Jan. 6 committee member says pardons are unnecessary: ‘We didn’t do anything wrong’
Rep. Pete Aguilar, a top Democrat who served on the congressional committee investigating President-elect Donald Trump’s alleged efforts to overturn the 2020 election, isn’t expecting any favors from the outgoing commander-in-chief.
He said he thinks a preemptive pardon from President Joe Biden, protecting him from Trump’s potential retaliation, is unnecessary because the Jan. 6 committee “didn’t do anything wrong.”
“I don’t think a pardon is necessary. I stand by the work that we did,” on the committee, Aguilar told reporters at the Capitol Tuesday.
The California Democrat also said that he has “not sought a pardon,” nor has he spoken to anyone at the White House about one. Fox News Digital reached out to Aguilar to inquire whether he would accept one, if it were granted to him, but did not hear back.

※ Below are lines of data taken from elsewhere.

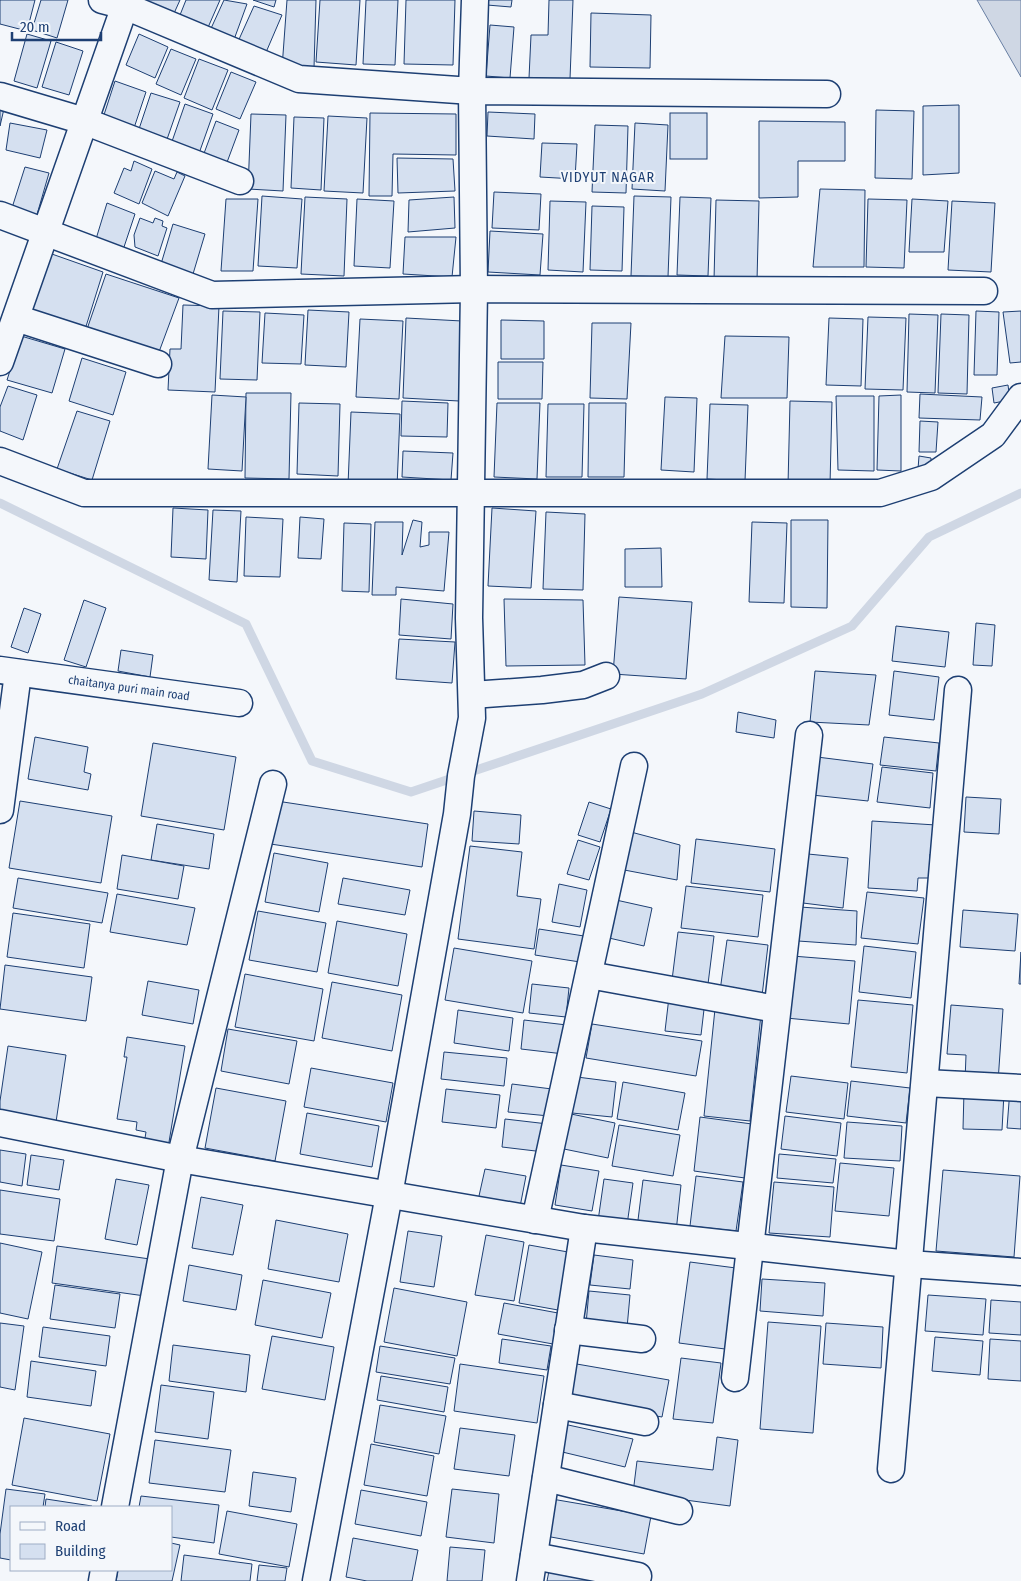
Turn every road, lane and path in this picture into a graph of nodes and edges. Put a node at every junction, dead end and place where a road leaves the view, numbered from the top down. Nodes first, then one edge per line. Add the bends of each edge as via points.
1 (476, 0) edge
2 (118, 2) edge
3 (472, 91) junction
4 (827, 94) dead end
5 (0, 96) edge
6 (84, 122) junction
7 (240, 181) dead end
8 (0, 216) edge
9 (45, 232) junction
10 (474, 289) junction
11 (984, 291) dead end
12 (16, 318) junction
13 (0, 362) edge
14 (158, 364) dead end
15 (1021, 397) edge
16 (0, 461) edge
17 (471, 494) junction
18 (9, 672) edge
19 (606, 676) dead end
20 (958, 690) dead end
21 (239, 703) dead end
22 (472, 706) junction
23 (809, 735) dead end
24 (634, 766) dead end
25 (273, 784) dead end
26 (0, 810) edge
27 (589, 975) junction
28 (776, 1009) junction
29 (924, 1083) junction
30 (1021, 1088) edge
31 (0, 1123) edge
32 (180, 1159) junction
33 (389, 1195) junction
34 (535, 1220) junction
35 (584, 1228) junction
36 (749, 1246) junction
37 (909, 1264) junction
38 (1021, 1272) edge
39 (568, 1330) junction
40 (642, 1338) dead end
41 (735, 1378) dead end
42 (557, 1405) junction
43 (645, 1422) dead end
44 (891, 1469) dead end
45 (546, 1478) junction
46 (115, 1506) edge
47 (679, 1511) dead end
48 (534, 1556) junction
49 (638, 1576) dead end
50 (316, 1581) edge
51 (530, 1581) edge

1 - 3 street
2 - 3 street via 299,79
2 - 6 street
3 - 4 street
3 - 10 street
5 - 6 street
6 - 7 street
6 - 9 street
8 - 9 street
9 - 10 street via 212,295
9 - 12 street
10 - 11 street
10 - 17 street
12 - 13 street
12 - 14 street
15 - 17 street via 992,435 930,477 880,493
16 - 17 street via 84,493
17 - 22 street via 469,618
18 - 21 street, chaitanya puri main road
18 - 26 street, chaitanya puri main road
19 - 22 street via 583,685 542,690
20 - 29 street
22 - 33 street via 457,814
23 - 28 street
24 - 27 street
25 - 32 street
27 - 28 street
27 - 34 street
28 - 36 street
29 - 30 street
29 - 37 street
31 - 32 street
32 - 33 street
32 - 46 street
33 - 34 street
33 - 50 street
34 - 35 street
35 - 36 street
35 - 39 street
36 - 37 street
36 - 41 street
37 - 38 street
37 - 44 street
39 - 40 street
39 - 42 street
42 - 43 street
42 - 45 street
45 - 47 street
45 - 48 street
48 - 49 street
48 - 51 street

Lawmakers who served on the House committee investigating Jan. 6 have been split about the importance of a preemptive pardon. Some fear it will set a bad precedent for future presidents and assert that the Constitution’s speech and debate clause provides adequate protection against criminal prosecutions, or civil lawsuits, over their legislative work. Others, meanwhile, have welcomed the idea of a pardon, fearing “retribution” from Trump.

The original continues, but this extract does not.